Segment Open

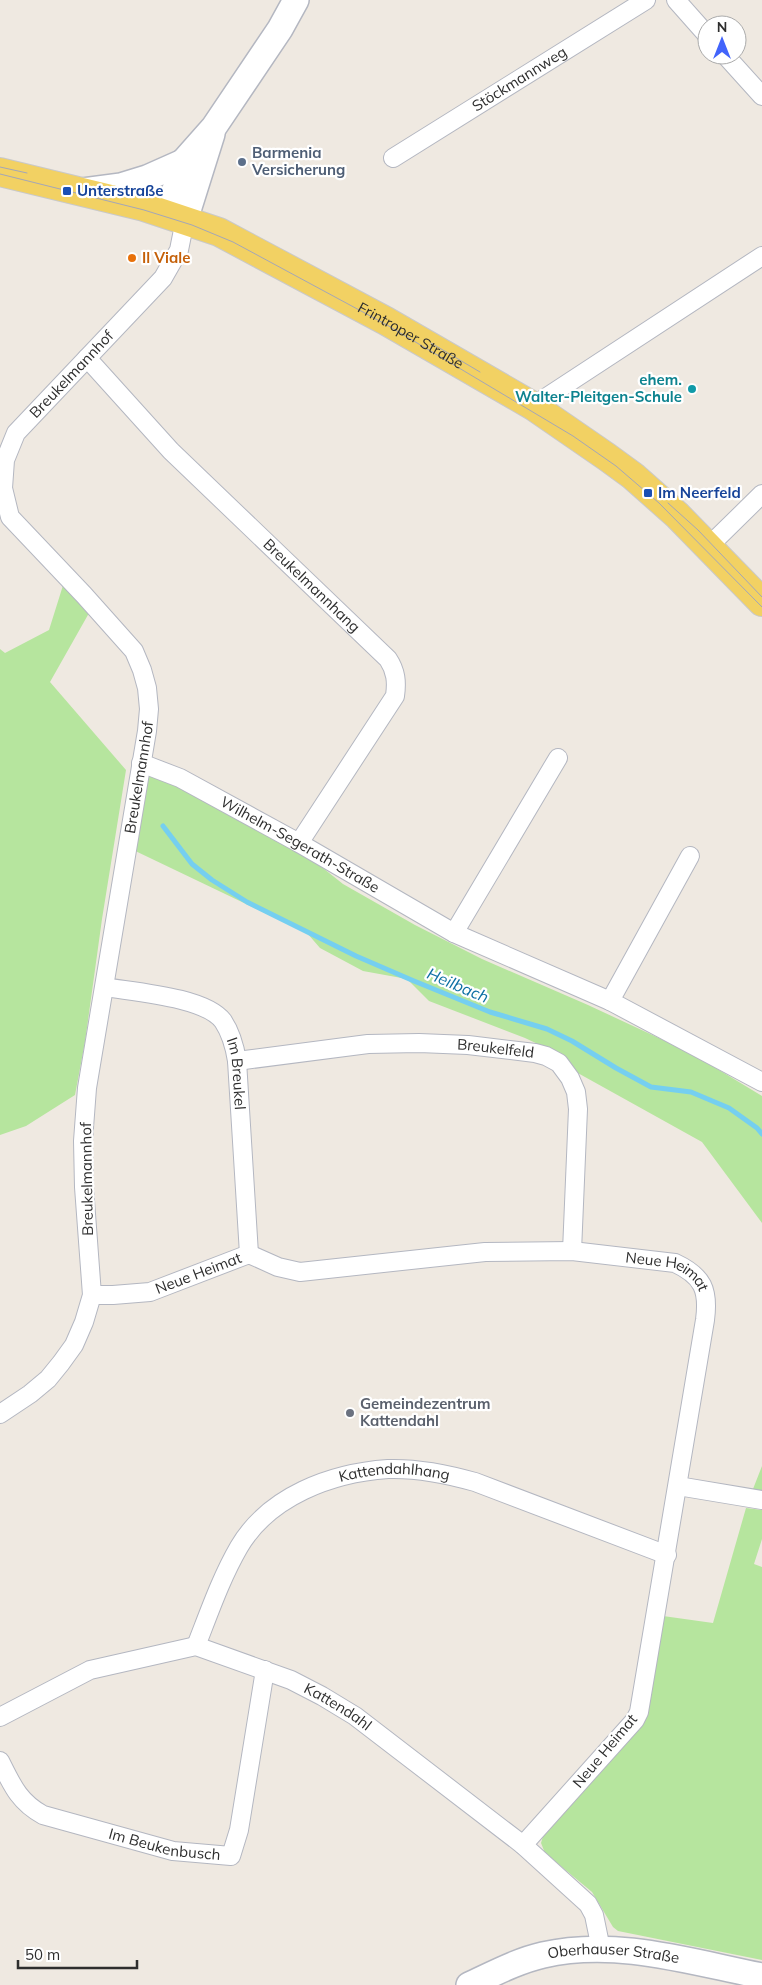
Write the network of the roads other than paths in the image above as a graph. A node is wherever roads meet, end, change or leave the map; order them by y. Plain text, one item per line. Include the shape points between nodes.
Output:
1 (296, 0) edge
2 (646, 0) edge
3 (676, 0) edge
4 (697, 24) edge
5 (734, 65) edge
6 (762, 96) edge
7 (214, 127) junction
8 (393, 158) dead end
9 (183, 162) junction
10 (0, 172) edge
11 (80, 191) junction
12 (185, 220) junction
13 (762, 256) edge
14 (87, 358) junction
15 (532, 406) junction
16 (762, 494) edge
17 (709, 546) junction
18 (762, 602) edge
19 (558, 758) dead end
20 (141, 762) junction
21 (299, 843) junction
22 (690, 856) dead end
23 (454, 933) junction
24 (105, 987) junction
25 (610, 1001) junction
26 (238, 1061) junction
27 (762, 1081) edge
28 (572, 1251) junction
29 (249, 1254) junction
30 (92, 1295) junction
31 (0, 1414) edge
32 (678, 1486) junction
33 (762, 1500) edge
34 (667, 1555) junction
35 (196, 1646) junction
36 (265, 1670) junction
37 (0, 1717) edge
38 (0, 1761) edge
39 (523, 1845) junction
40 (600, 1949) junction
41 (762, 1976) edge
42 (469, 1985) edge

1 - 7 street
2 - 8 street, Stöckmannweg
3 - 4 street
5 - 6 street
7 - 9 street
7 - 12 street
9 - 11 street via 121,186
9 - 12 street via 174,192 175,204
10 - 11 main road, Frintroper Straße
11 - 12 main road, Frintroper Straße
12 - 14 street, Breukelmannhof via 179,250 163,278
12 - 15 main road, Frintroper Straße via 219,232 284,266
13 - 15 street
14 - 20 street, Breukelmannhof via 16,433 5,460 3,488 10,517 134,651 148,688 149,708
14 - 21 street, Breukelmannhang via 171,451 392,666 395,696
15 - 17 main road, Frintroper Straße via 633,476
16 - 17 street
17 - 18 main road, Frintroper Straße
19 - 23 street
20 - 21 street, Wilhelm-Segerath-Straße via 180,778
20 - 24 street, Breukelmannhof
21 - 23 street, Wilhelm-Segerath-Straße
22 - 25 street
23 - 25 street, Wilhelm-Segerath-Straße
24 - 26 street, Im Breukel via 193,1002 209,1009 226,1027
24 - 30 street, Breukelmannhof via 87,1088 84,1140
25 - 27 street, Wilhelm-Segerath-Straße
26 - 28 street, Breukelfeld via 368,1044 419,1042 512,1050 546,1056 559,1063 576,1092 578,1109
26 - 29 street, Im Breukel
28 - 29 street, Neue Heimat via 485,1252 300,1272 278,1267
28 - 32 street, Neue Heimat via 675,1263 701,1281 707,1307
29 - 30 street, Neue Heimat via 150,1292
30 - 31 street, Breukelmannhof via 81,1330 61,1363 48,1379
32 - 33 street
32 - 34 street, Neue Heimat
34 - 35 street, Kattendahlhang via 482,1484 450,1475 389,1469 358,1473 299,1492 255,1525 226,1573
34 - 39 street, Neue Heimat via 635,1720
35 - 36 street, Kattendahl
35 - 37 street via 90,1670
36 - 38 street, Im Beukenbusch via 239,1830 230,1856 174,1851 43,1815 22,1800
36 - 39 street, Kattendahl via 322,1696 355,1716
39 - 40 street, Kattendahl via 588,1904 594,1915
40 - 41 street, Oberhauser Straße via 647,1953
40 - 42 street, Oberhauser Straße via 543,1955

Segment Closed

▶ **YOUR GOAL**
Each line of the listing that contains the word "Segerath" must be copied.

▶ **RESPONSE TO THE EXERCISE**
20 - 21 street, Wilhelm-Segerath-Straße via 180,778
21 - 23 street, Wilhelm-Segerath-Straße
23 - 25 street, Wilhelm-Segerath-Straße
25 - 27 street, Wilhelm-Segerath-Straße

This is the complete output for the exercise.